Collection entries

"""

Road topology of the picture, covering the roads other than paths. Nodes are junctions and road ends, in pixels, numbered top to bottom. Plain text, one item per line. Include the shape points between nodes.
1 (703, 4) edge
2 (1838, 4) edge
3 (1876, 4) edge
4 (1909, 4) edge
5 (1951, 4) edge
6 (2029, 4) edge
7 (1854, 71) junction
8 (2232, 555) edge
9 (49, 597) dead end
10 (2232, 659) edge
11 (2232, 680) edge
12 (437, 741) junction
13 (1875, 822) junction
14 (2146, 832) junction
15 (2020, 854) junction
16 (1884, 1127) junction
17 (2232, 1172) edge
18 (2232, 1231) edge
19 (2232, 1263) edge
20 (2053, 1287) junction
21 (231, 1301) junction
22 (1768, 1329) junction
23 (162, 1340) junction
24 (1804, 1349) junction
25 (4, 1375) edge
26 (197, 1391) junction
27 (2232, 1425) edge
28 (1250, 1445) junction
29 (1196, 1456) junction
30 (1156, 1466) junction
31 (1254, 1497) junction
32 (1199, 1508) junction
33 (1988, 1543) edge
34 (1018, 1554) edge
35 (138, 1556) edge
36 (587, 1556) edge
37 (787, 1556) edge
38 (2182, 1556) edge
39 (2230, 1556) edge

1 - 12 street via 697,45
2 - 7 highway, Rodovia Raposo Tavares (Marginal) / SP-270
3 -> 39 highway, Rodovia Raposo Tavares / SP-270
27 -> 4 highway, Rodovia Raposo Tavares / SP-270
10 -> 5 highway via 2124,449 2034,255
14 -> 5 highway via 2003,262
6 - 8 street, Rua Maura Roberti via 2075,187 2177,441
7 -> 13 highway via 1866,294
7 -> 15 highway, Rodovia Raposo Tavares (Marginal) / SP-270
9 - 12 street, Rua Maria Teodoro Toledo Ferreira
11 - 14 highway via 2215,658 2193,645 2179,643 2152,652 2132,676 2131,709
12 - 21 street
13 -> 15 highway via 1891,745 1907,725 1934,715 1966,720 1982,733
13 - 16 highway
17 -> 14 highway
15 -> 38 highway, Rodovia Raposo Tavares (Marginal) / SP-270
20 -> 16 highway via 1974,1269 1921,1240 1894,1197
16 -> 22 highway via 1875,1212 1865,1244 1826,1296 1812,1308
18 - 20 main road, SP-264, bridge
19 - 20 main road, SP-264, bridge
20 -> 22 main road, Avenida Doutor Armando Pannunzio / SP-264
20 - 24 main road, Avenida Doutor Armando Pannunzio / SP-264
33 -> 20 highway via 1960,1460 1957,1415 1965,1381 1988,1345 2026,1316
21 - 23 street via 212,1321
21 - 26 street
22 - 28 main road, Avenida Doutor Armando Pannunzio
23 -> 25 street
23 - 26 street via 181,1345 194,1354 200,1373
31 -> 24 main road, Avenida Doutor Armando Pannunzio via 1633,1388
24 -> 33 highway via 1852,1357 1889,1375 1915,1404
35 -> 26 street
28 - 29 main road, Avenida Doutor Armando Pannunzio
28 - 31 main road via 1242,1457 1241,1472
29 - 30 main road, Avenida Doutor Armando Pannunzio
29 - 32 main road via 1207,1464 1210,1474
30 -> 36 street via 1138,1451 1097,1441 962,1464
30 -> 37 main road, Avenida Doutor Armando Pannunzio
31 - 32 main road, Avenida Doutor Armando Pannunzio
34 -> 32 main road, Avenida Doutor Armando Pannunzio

"""

§ TO DO: Exactly as they stand above, write out the entries.

§ OUTPUT:
Road topology of the picture, covering the roads other than paths. Nodes are junctions and road ends, in pixels, numbered top to bottom. Plain text, one item per line. Include the shape points between nodes.
1 (703, 4) edge
2 (1838, 4) edge
3 (1876, 4) edge
4 (1909, 4) edge
5 (1951, 4) edge
6 (2029, 4) edge
7 (1854, 71) junction
8 (2232, 555) edge
9 (49, 597) dead end
10 (2232, 659) edge
11 (2232, 680) edge
12 (437, 741) junction
13 (1875, 822) junction
14 (2146, 832) junction
15 (2020, 854) junction
16 (1884, 1127) junction
17 (2232, 1172) edge
18 (2232, 1231) edge
19 (2232, 1263) edge
20 (2053, 1287) junction
21 (231, 1301) junction
22 (1768, 1329) junction
23 (162, 1340) junction
24 (1804, 1349) junction
25 (4, 1375) edge
26 (197, 1391) junction
27 (2232, 1425) edge
28 (1250, 1445) junction
29 (1196, 1456) junction
30 (1156, 1466) junction
31 (1254, 1497) junction
32 (1199, 1508) junction
33 (1988, 1543) edge
34 (1018, 1554) edge
35 (138, 1556) edge
36 (587, 1556) edge
37 (787, 1556) edge
38 (2182, 1556) edge
39 (2230, 1556) edge

1 - 12 street via 697,45
2 - 7 highway, Rodovia Raposo Tavares (Marginal) / SP-270
3 -> 39 highway, Rodovia Raposo Tavares / SP-270
27 -> 4 highway, Rodovia Raposo Tavares / SP-270
10 -> 5 highway via 2124,449 2034,255
14 -> 5 highway via 2003,262
6 - 8 street, Rua Maura Roberti via 2075,187 2177,441
7 -> 13 highway via 1866,294
7 -> 15 highway, Rodovia Raposo Tavares (Marginal) / SP-270
9 - 12 street, Rua Maria Teodoro Toledo Ferreira
11 - 14 highway via 2215,658 2193,645 2179,643 2152,652 2132,676 2131,709
12 - 21 street
13 -> 15 highway via 1891,745 1907,725 1934,715 1966,720 1982,733
13 - 16 highway
17 -> 14 highway
15 -> 38 highway, Rodovia Raposo Tavares (Marginal) / SP-270
20 -> 16 highway via 1974,1269 1921,1240 1894,1197
16 -> 22 highway via 1875,1212 1865,1244 1826,1296 1812,1308
18 - 20 main road, SP-264, bridge
19 - 20 main road, SP-264, bridge
20 -> 22 main road, Avenida Doutor Armando Pannunzio / SP-264
20 - 24 main road, Avenida Doutor Armando Pannunzio / SP-264
33 -> 20 highway via 1960,1460 1957,1415 1965,1381 1988,1345 2026,1316
21 - 23 street via 212,1321
21 - 26 street
22 - 28 main road, Avenida Doutor Armando Pannunzio
23 -> 25 street
23 - 26 street via 181,1345 194,1354 200,1373
31 -> 24 main road, Avenida Doutor Armando Pannunzio via 1633,1388
24 -> 33 highway via 1852,1357 1889,1375 1915,1404
35 -> 26 street
28 - 29 main road, Avenida Doutor Armando Pannunzio
28 - 31 main road via 1242,1457 1241,1472
29 - 30 main road, Avenida Doutor Armando Pannunzio
29 - 32 main road via 1207,1464 1210,1474
30 -> 36 street via 1138,1451 1097,1441 962,1464
30 -> 37 main road, Avenida Doutor Armando Pannunzio
31 - 32 main road, Avenida Doutor Armando Pannunzio
34 -> 32 main road, Avenida Doutor Armando Pannunzio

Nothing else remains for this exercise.